▸ WHAT TO WORK ON: Exactly how many lines in the data below contain the string "DONAULÄNDE"? Give that number and nothing else.

▸ SOURCE MATERIAL:
--------------------
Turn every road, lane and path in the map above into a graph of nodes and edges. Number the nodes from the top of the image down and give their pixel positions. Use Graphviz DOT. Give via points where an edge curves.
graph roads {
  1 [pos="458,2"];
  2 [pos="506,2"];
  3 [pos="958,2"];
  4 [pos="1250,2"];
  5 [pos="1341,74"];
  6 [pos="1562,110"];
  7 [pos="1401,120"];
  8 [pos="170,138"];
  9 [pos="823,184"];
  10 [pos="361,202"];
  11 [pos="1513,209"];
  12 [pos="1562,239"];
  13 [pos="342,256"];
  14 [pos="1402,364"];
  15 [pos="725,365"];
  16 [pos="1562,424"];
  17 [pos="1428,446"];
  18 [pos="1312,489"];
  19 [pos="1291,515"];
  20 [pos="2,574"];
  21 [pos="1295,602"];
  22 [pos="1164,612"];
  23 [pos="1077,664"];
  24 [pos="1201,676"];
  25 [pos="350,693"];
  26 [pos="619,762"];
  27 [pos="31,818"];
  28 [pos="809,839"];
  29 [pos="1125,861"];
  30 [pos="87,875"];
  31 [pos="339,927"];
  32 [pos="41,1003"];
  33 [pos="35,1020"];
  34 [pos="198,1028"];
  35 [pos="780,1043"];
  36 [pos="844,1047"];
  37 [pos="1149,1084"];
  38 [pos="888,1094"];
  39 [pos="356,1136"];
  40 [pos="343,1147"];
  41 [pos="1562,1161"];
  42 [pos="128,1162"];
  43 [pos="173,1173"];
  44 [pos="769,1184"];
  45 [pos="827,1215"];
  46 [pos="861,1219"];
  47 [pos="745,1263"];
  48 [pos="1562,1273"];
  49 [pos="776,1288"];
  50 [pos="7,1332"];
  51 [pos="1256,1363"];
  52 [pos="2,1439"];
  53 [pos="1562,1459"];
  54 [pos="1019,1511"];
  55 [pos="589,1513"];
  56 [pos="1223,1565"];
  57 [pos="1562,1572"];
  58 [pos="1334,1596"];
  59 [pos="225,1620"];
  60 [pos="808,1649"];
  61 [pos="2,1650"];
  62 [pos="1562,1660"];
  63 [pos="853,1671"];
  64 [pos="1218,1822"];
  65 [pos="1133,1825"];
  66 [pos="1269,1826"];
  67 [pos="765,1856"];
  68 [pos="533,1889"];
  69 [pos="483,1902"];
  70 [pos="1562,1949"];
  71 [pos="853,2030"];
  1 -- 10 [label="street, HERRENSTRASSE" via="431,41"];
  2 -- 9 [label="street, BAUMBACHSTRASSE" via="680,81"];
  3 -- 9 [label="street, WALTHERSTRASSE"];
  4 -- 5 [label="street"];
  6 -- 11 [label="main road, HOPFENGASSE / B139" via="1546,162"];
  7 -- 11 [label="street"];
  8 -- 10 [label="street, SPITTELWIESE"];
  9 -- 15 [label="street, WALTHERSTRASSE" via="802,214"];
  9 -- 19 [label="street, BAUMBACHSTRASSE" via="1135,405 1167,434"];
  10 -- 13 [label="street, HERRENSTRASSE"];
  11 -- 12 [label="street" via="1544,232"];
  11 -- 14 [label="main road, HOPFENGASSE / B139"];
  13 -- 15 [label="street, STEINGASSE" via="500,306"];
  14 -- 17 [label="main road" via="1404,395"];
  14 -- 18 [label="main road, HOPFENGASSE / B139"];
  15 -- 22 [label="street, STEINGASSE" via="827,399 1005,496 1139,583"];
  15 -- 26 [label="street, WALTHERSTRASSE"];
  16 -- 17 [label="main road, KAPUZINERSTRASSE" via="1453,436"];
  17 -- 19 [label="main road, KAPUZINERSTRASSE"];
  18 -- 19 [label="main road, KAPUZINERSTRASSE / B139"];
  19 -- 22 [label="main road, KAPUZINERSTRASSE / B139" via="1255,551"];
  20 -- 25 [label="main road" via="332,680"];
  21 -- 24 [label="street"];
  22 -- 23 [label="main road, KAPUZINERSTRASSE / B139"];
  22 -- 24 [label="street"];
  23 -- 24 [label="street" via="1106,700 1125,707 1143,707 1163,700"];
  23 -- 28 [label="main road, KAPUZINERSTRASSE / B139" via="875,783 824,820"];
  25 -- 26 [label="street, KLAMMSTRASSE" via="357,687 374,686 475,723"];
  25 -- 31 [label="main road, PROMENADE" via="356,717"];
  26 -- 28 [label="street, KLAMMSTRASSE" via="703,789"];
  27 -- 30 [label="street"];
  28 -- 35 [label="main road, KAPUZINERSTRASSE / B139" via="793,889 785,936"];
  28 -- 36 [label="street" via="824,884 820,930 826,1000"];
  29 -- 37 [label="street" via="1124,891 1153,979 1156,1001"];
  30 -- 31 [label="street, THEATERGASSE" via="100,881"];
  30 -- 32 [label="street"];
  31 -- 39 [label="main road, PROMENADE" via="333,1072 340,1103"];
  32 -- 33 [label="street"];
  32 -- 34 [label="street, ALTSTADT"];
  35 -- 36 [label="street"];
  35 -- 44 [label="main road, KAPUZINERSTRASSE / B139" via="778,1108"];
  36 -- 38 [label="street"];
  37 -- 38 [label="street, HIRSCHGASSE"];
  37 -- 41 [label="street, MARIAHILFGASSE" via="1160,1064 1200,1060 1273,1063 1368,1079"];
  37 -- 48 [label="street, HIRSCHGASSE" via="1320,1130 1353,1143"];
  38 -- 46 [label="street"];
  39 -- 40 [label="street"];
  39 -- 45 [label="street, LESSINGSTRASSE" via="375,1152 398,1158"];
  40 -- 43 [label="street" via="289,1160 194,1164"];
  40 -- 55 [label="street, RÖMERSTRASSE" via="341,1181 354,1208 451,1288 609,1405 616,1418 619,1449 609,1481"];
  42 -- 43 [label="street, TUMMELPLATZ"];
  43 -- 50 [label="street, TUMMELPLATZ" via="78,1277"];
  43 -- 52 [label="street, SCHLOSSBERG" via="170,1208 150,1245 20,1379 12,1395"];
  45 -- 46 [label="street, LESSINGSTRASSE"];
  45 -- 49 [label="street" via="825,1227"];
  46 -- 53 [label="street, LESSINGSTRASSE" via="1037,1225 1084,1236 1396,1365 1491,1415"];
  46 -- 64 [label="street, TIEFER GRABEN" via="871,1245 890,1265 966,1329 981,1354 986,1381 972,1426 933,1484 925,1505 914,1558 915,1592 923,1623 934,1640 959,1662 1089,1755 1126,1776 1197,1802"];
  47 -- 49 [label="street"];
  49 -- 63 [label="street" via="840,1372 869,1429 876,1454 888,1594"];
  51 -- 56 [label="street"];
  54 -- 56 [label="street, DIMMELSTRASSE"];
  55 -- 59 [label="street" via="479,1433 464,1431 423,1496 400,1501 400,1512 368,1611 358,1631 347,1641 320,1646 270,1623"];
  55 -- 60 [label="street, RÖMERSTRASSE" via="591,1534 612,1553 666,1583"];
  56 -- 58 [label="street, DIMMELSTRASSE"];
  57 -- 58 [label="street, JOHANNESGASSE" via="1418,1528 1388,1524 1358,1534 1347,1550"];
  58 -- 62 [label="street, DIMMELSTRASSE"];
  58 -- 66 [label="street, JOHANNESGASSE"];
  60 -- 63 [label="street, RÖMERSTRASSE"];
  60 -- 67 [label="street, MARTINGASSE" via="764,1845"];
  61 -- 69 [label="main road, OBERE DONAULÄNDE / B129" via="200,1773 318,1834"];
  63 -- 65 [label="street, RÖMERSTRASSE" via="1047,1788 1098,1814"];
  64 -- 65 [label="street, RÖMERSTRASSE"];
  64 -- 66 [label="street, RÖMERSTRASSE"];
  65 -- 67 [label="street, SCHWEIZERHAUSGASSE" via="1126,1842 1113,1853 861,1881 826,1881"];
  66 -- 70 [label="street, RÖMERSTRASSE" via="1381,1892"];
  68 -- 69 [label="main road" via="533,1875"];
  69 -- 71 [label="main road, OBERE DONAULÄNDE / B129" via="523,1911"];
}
--------------------
▸ THE COMPLETED TASK: 2